What is required: Transcribe the whole listing below. Pictures do not go in the copy.

Given entries:
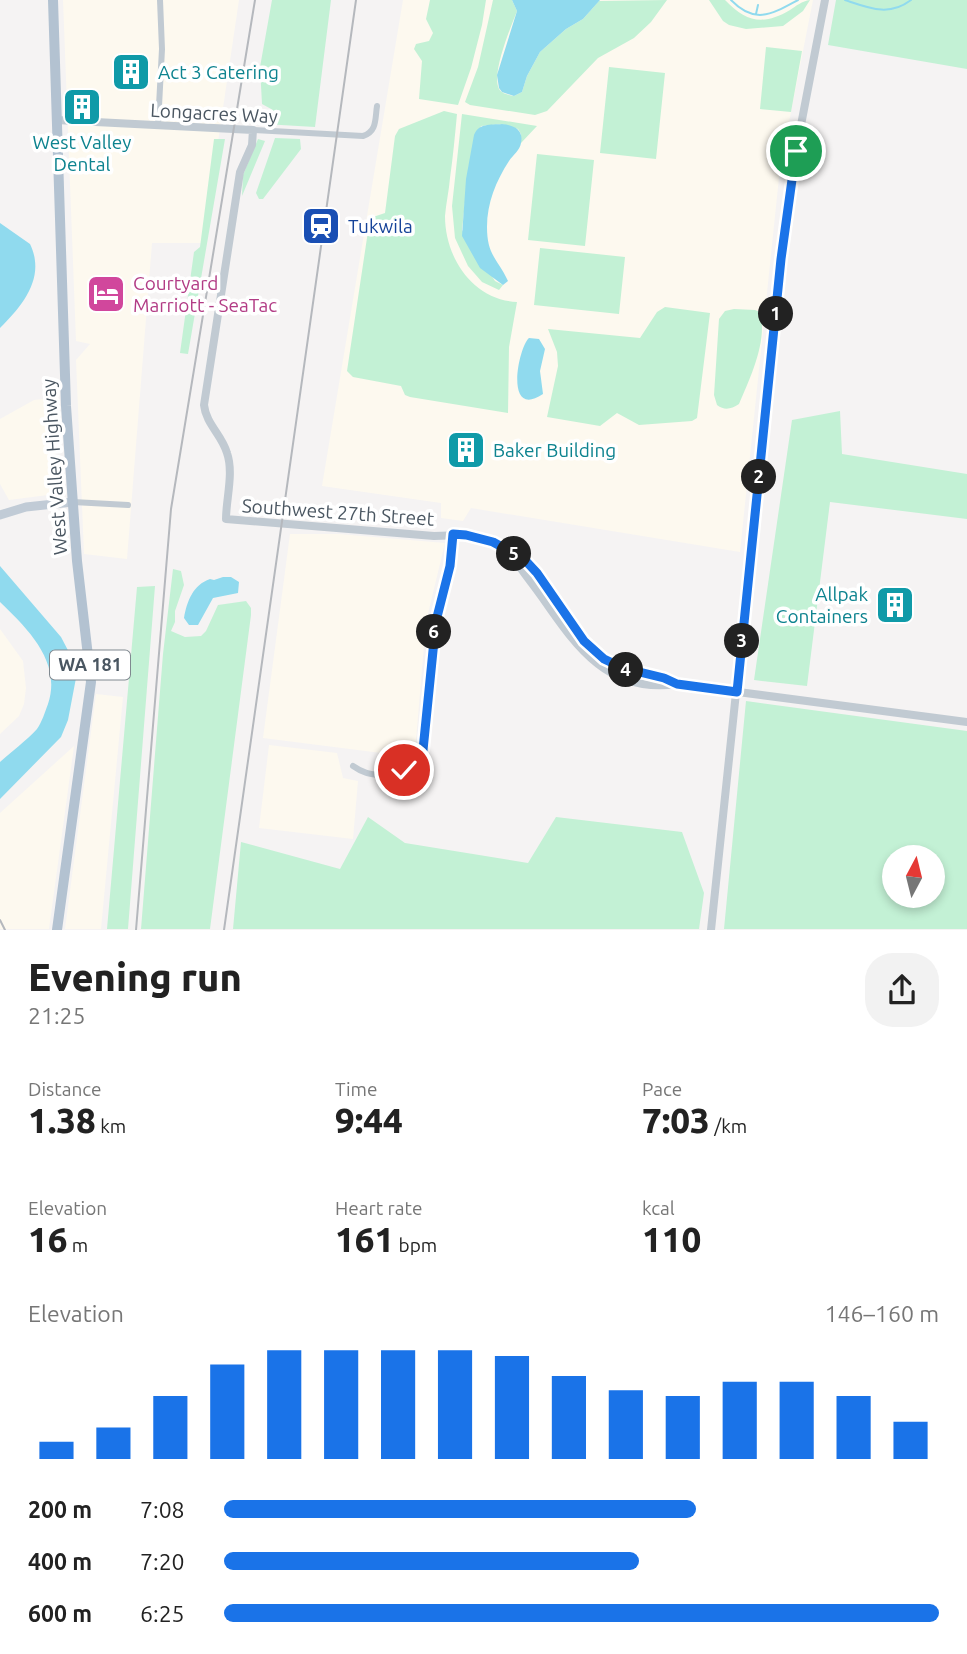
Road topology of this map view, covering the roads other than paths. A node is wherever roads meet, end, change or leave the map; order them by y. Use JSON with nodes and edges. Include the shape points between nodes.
{"nodes":[{"id":1,"x":53,"y":0,"type":"edge"},
{"id":2,"x":160,"y":0,"type":"edge"},
{"id":3,"x":825,"y":0,"type":"edge"},
{"id":4,"x":377,"y":106,"type":"dead end"},
{"id":5,"x":56,"y":120,"type":"junction"},
{"id":6,"x":158,"y":125,"type":"junction"},
{"id":7,"x":253,"y":130,"type":"junction"},
{"id":8,"x":73,"y":502,"type":"junction"},
{"id":9,"x":128,"y":505,"type":"dead end"},
{"id":10,"x":0,"y":515,"type":"edge"},
{"id":11,"x":453,"y":534,"type":"junction"},
{"id":12,"x":737,"y":692,"type":"junction"},
{"id":13,"x":967,"y":722,"type":"edge"},
{"id":14,"x":353,"y":766,"type":"dead end"},
{"id":15,"x":57,"y":929,"type":"edge"},
{"id":16,"x":711,"y":929,"type":"edge"}],
"edges":[{"from":1,"to":5,"type":"main road","name":"West Valley Highway","number":"WA 181"},
{"from":2,"to":6,"type":"street"},
{"from":3,"to":12,"type":"street","via":[[781,259]]},
{"from":4,"to":7,"type":"street","name":"Longacres Way","via":[[374,130],[357,137]]},
{"from":5,"to":6,"type":"street","name":"Longacres Way"},
{"from":5,"to":8,"type":"main road","name":"West Valley Highway","number":"WA 181"},
{"from":6,"to":7,"type":"street","name":"Longacres Way"},
{"from":7,"to":11,"type":"street","name":"Southwest 27th Street","via":[[240,172],[204,410],[229,463],[226,519]]},
{"from":8,"to":9,"type":"street"},
{"from":8,"to":10,"type":"main road"},
{"from":8,"to":15,"type":"main road","name":"West Valley Highway","number":"WA 181","via":[[91,682]]},
{"from":11,"to":12,"type":"street","name":"Southwest 27th Street","via":[[480,538],[510,552],[574,643],[610,672],[662,687],[677,684]]},
{"from":11,"to":14,"type":"street","via":[[436,621],[423,750],[412,765],[396,773],[365,772]]},
{"from":12,"to":13,"type":"street","name":"Southwest 27th Street"},
{"from":12,"to":16,"type":"street"}]}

Your solution:
Road topology of this map view, covering the roads other than paths. A node is wherever roads meet, end, change or leave the map; order them by y. Use JSON with nodes and edges. Include the shape points between nodes.
{"nodes":[{"id":1,"x":53,"y":0,"type":"edge"},
{"id":2,"x":160,"y":0,"type":"edge"},
{"id":3,"x":825,"y":0,"type":"edge"},
{"id":4,"x":377,"y":106,"type":"dead end"},
{"id":5,"x":56,"y":120,"type":"junction"},
{"id":6,"x":158,"y":125,"type":"junction"},
{"id":7,"x":253,"y":130,"type":"junction"},
{"id":8,"x":73,"y":502,"type":"junction"},
{"id":9,"x":128,"y":505,"type":"dead end"},
{"id":10,"x":0,"y":515,"type":"edge"},
{"id":11,"x":453,"y":534,"type":"junction"},
{"id":12,"x":737,"y":692,"type":"junction"},
{"id":13,"x":967,"y":722,"type":"edge"},
{"id":14,"x":353,"y":766,"type":"dead end"},
{"id":15,"x":57,"y":929,"type":"edge"},
{"id":16,"x":711,"y":929,"type":"edge"}],
"edges":[{"from":1,"to":5,"type":"main road","name":"West Valley Highway","number":"WA 181"},
{"from":2,"to":6,"type":"street"},
{"from":3,"to":12,"type":"street","via":[[781,259]]},
{"from":4,"to":7,"type":"street","name":"Longacres Way","via":[[374,130],[357,137]]},
{"from":5,"to":6,"type":"street","name":"Longacres Way"},
{"from":5,"to":8,"type":"main road","name":"West Valley Highway","number":"WA 181"},
{"from":6,"to":7,"type":"street","name":"Longacres Way"},
{"from":7,"to":11,"type":"street","name":"Southwest 27th Street","via":[[240,172],[204,410],[229,463],[226,519]]},
{"from":8,"to":9,"type":"street"},
{"from":8,"to":10,"type":"main road"},
{"from":8,"to":15,"type":"main road","name":"West Valley Highway","number":"WA 181","via":[[91,682]]},
{"from":11,"to":12,"type":"street","name":"Southwest 27th Street","via":[[480,538],[510,552],[574,643],[610,672],[662,687],[677,684]]},
{"from":11,"to":14,"type":"street","via":[[436,621],[423,750],[412,765],[396,773],[365,772]]},
{"from":12,"to":13,"type":"street","name":"Southwest 27th Street"},
{"from":12,"to":16,"type":"street"}]}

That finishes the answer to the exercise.